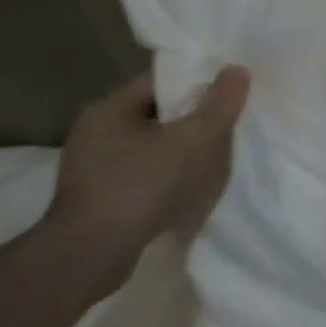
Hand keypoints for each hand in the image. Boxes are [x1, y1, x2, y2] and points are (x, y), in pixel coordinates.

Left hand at [44, 67, 249, 284]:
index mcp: (109, 109)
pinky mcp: (100, 193)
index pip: (163, 79)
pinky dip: (170, 169)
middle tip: (232, 119)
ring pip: (155, 141)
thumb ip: (220, 103)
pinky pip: (146, 167)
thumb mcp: (193, 140)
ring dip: (185, 144)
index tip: (232, 89)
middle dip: (197, 114)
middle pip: (160, 110)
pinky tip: (193, 181)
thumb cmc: (140, 186)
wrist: (88, 258)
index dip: (201, 79)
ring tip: (219, 151)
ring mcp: (94, 164)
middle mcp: (96, 131)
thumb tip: (237, 69)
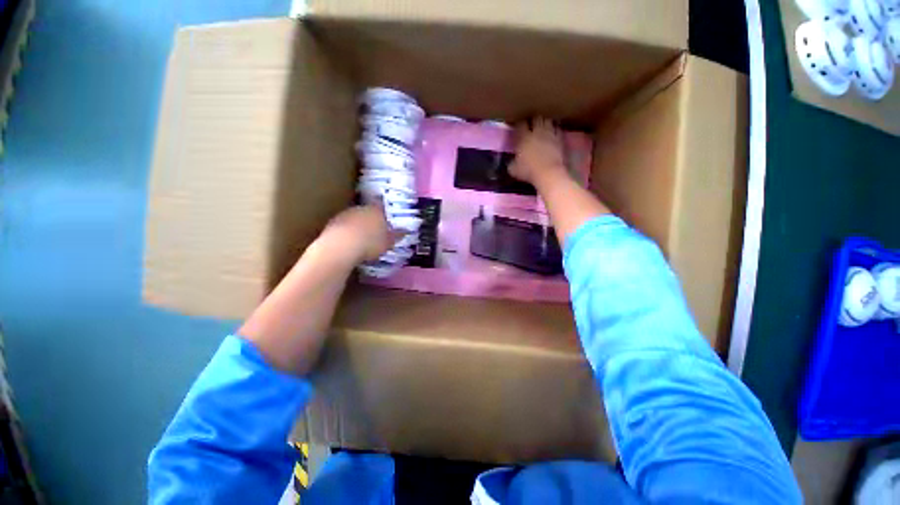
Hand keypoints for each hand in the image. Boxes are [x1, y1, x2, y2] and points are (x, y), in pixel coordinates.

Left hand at [321, 205, 394, 263]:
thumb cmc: (370, 243)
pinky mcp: (332, 223)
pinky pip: (343, 225)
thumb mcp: (388, 242)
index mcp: (376, 210)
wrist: (341, 247)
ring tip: (361, 237)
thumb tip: (406, 231)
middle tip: (375, 229)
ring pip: (354, 217)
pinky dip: (347, 231)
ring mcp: (345, 214)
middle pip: (366, 210)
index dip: (383, 209)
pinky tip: (349, 242)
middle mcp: (360, 208)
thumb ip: (397, 235)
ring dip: (357, 224)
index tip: (385, 214)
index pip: (381, 204)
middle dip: (370, 218)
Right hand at [509, 117, 567, 187]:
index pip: (520, 124)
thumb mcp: (513, 170)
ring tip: (543, 127)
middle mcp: (537, 132)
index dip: (519, 125)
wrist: (548, 173)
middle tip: (531, 124)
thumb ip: (511, 163)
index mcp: (524, 137)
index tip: (518, 127)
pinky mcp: (560, 139)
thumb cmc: (529, 171)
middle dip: (533, 120)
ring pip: (548, 121)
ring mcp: (550, 134)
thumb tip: (511, 161)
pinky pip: (557, 129)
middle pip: (536, 118)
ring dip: (545, 122)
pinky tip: (553, 133)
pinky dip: (555, 129)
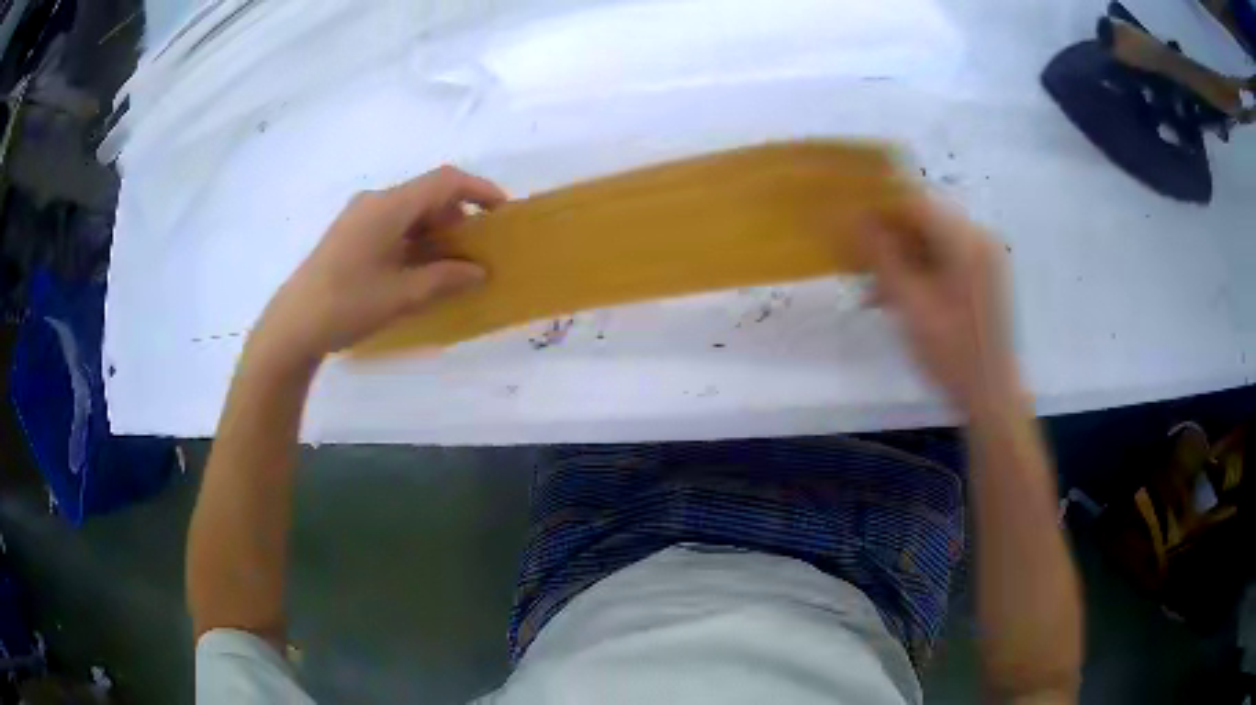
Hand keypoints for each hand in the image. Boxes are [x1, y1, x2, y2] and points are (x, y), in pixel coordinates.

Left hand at [255, 166, 506, 362]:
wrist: (292, 325)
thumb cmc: (347, 306)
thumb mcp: (402, 296)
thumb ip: (445, 278)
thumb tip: (479, 271)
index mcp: (388, 206)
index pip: (444, 181)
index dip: (478, 190)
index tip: (502, 212)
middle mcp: (374, 201)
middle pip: (427, 194)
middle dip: (458, 216)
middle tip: (476, 250)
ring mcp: (359, 215)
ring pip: (410, 209)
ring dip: (435, 230)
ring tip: (450, 264)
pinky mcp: (349, 232)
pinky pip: (392, 222)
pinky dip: (414, 237)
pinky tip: (418, 267)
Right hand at [861, 198, 1018, 414]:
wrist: (992, 396)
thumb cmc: (952, 353)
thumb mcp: (911, 304)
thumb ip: (881, 256)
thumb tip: (853, 218)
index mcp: (967, 240)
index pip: (916, 203)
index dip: (879, 209)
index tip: (849, 226)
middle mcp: (979, 240)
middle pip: (925, 222)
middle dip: (889, 239)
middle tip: (858, 261)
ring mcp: (984, 259)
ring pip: (932, 243)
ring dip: (901, 259)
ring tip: (874, 288)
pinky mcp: (983, 278)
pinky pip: (945, 260)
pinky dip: (920, 272)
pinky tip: (898, 296)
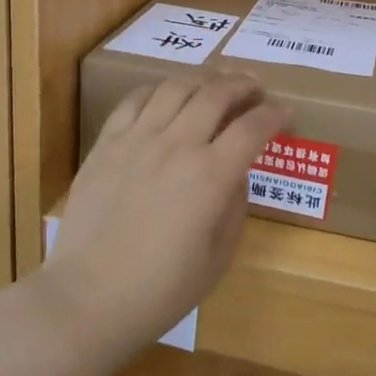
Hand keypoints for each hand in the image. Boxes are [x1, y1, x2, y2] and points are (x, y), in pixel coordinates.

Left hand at [40, 71, 287, 358]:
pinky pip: (135, 99)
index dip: (275, 114)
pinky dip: (158, 89)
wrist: (89, 296)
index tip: (285, 112)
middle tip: (255, 86)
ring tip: (215, 82)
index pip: (253, 128)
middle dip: (243, 84)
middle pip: (217, 93)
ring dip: (203, 79)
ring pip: (176, 87)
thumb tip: (236, 173)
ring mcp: (138, 139)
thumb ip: (235, 206)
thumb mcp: (219, 256)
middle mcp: (177, 145)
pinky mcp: (107, 142)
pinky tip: (167, 94)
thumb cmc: (162, 289)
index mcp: (211, 176)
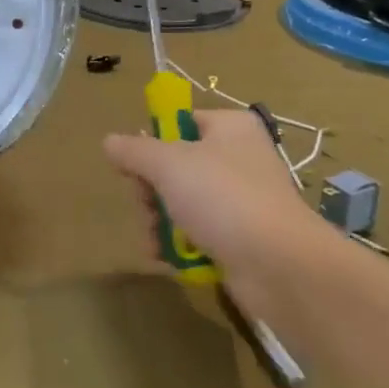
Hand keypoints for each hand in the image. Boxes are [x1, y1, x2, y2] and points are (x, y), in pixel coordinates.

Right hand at [104, 109, 319, 283]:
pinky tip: (168, 259)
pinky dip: (180, 245)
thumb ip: (135, 151)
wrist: (279, 265)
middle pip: (175, 167)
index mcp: (230, 128)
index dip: (152, 143)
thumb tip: (110, 141)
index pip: (181, 122)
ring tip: (155, 244)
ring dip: (159, 223)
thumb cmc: (223, 199)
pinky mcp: (241, 236)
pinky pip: (198, 232)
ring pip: (182, 202)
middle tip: (147, 210)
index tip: (134, 167)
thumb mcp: (168, 165)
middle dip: (150, 193)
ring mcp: (241, 199)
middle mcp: (239, 158)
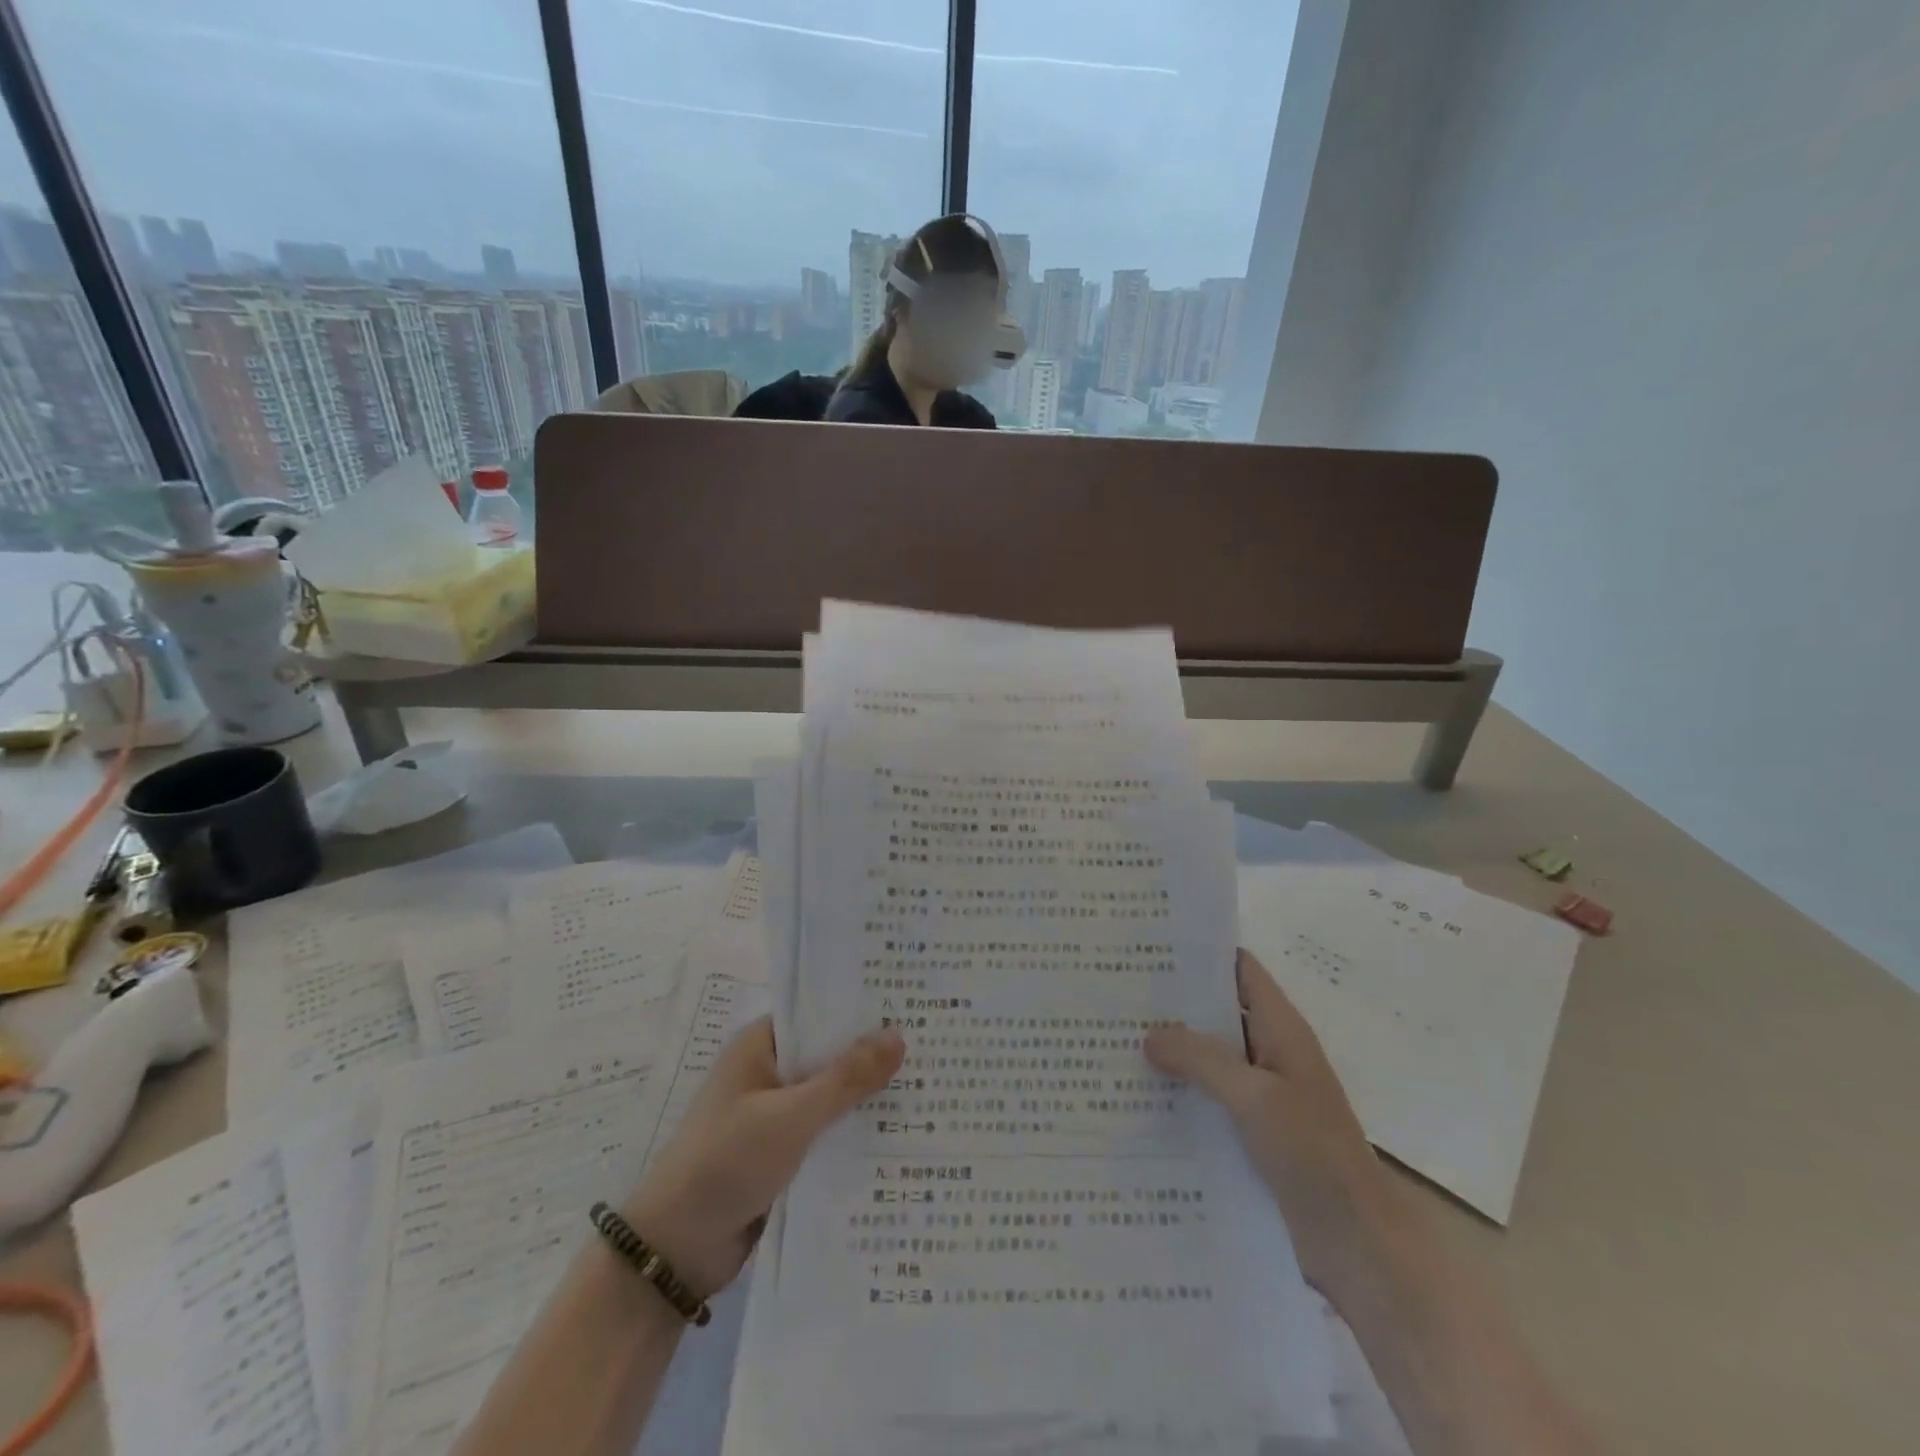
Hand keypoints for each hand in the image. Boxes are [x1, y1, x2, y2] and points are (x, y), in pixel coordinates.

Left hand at [622, 1017, 904, 1298]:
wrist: (674, 1252)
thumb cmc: (726, 1163)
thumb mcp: (791, 1116)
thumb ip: (846, 1078)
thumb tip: (898, 1034)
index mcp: (760, 1046)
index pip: (819, 1014)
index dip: (861, 1010)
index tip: (911, 1008)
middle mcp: (767, 1073)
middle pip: (828, 1056)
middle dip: (872, 1057)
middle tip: (934, 1049)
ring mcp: (772, 1115)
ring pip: (830, 1097)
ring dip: (866, 1099)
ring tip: (930, 1090)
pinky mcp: (779, 1155)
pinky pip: (824, 1133)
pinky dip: (852, 1133)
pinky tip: (897, 1138)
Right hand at [1145, 949, 1412, 1297]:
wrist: (1357, 1243)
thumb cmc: (1313, 1153)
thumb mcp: (1256, 1096)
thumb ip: (1202, 1059)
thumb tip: (1149, 1035)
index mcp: (1281, 1029)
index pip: (1240, 969)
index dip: (1202, 953)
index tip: (1151, 946)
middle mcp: (1270, 1052)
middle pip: (1218, 1011)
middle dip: (1173, 1002)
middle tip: (1117, 994)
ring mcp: (1262, 1094)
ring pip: (1209, 1057)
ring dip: (1172, 1050)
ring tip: (1115, 1040)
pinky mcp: (1252, 1131)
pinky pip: (1209, 1097)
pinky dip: (1180, 1090)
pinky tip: (1139, 1096)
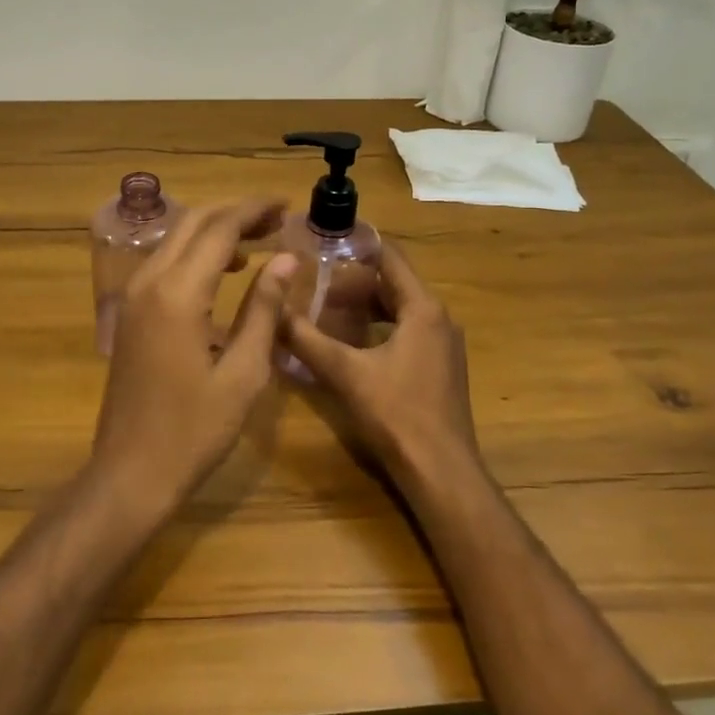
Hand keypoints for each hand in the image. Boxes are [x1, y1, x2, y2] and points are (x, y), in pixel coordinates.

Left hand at [93, 199, 296, 508]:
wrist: (130, 473)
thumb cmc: (194, 431)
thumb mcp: (244, 373)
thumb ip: (264, 309)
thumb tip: (286, 260)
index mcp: (178, 293)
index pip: (219, 229)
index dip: (255, 210)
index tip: (287, 205)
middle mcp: (149, 282)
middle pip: (193, 223)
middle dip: (235, 213)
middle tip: (277, 218)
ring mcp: (133, 297)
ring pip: (176, 239)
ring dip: (215, 231)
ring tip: (259, 241)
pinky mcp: (130, 313)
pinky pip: (165, 263)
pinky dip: (196, 253)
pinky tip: (224, 271)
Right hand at [281, 240, 480, 484]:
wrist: (441, 472)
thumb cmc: (397, 413)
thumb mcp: (345, 372)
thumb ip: (307, 340)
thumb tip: (272, 313)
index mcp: (423, 309)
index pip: (390, 258)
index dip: (358, 246)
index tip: (324, 242)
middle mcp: (438, 319)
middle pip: (393, 285)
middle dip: (353, 282)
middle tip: (314, 283)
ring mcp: (442, 345)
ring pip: (398, 311)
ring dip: (364, 308)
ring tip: (325, 311)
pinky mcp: (439, 369)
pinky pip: (406, 333)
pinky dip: (377, 329)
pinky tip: (349, 345)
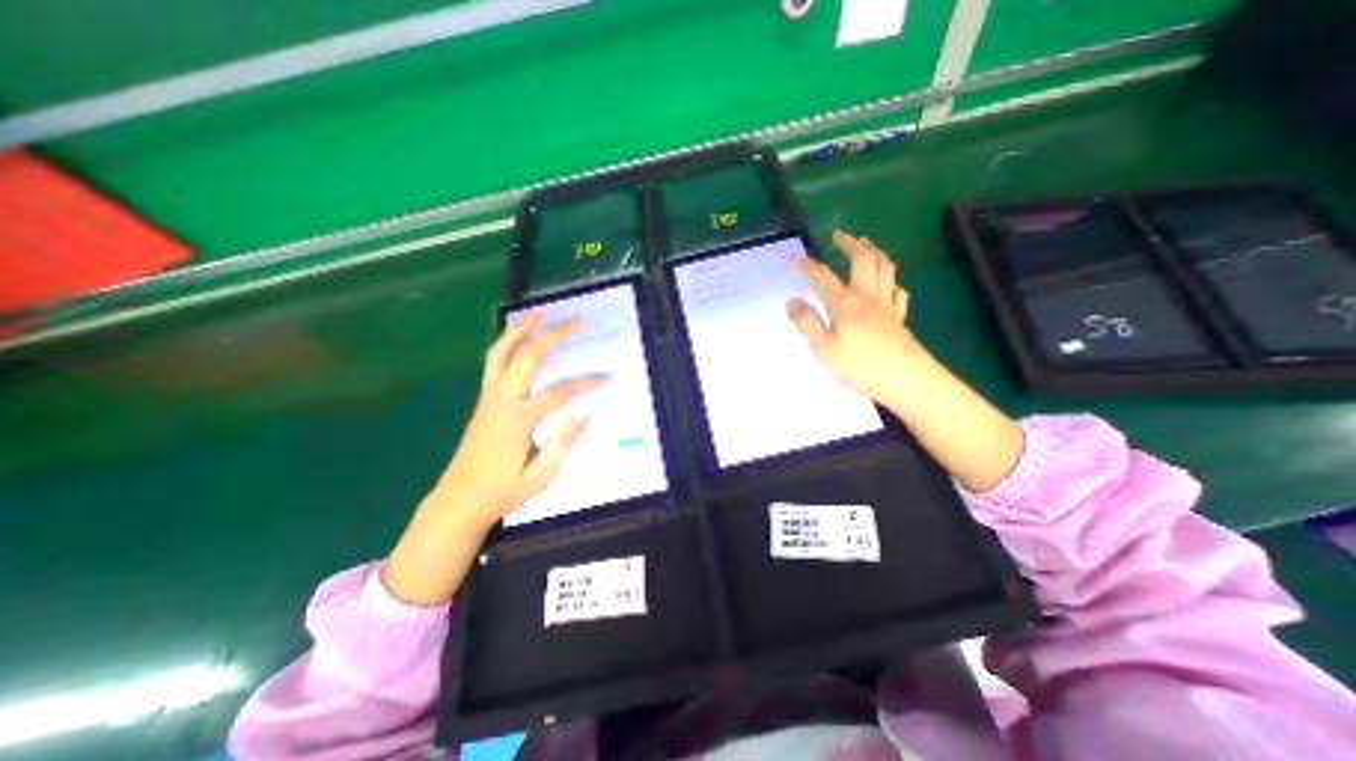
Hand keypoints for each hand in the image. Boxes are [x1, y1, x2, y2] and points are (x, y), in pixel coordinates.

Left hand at [386, 315, 609, 604]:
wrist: (459, 501)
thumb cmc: (504, 491)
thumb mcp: (542, 474)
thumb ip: (565, 440)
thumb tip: (586, 410)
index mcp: (518, 420)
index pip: (561, 392)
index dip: (587, 383)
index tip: (608, 378)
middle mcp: (501, 400)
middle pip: (527, 356)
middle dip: (553, 335)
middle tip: (575, 320)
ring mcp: (488, 397)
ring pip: (501, 352)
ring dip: (521, 329)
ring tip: (539, 312)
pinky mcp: (483, 399)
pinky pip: (494, 362)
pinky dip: (508, 343)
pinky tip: (520, 337)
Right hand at [792, 228, 1022, 488]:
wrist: (906, 379)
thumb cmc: (860, 366)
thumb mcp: (824, 348)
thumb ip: (806, 322)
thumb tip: (791, 300)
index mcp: (845, 303)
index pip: (822, 277)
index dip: (807, 265)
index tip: (793, 258)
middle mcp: (867, 296)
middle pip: (863, 259)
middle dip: (849, 243)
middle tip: (838, 235)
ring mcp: (887, 305)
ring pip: (884, 268)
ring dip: (873, 252)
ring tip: (864, 245)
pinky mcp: (899, 317)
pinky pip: (898, 290)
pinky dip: (891, 280)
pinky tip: (887, 284)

════════════════

**AIM OF THE EXERCISE**. Filter the entries above down to the lines that contain "Right".

**ANSWER FOR THE TASK**.
Right hand at [509, 117, 567, 187]:
Right hand at [861, 198, 1018, 414]:
Right hand at [104, 109, 319, 283]:
Right hand at [1145, 949, 1412, 1297]:
Right hand at [281, 240, 480, 484]:
Right hand at [792, 228, 1022, 488]:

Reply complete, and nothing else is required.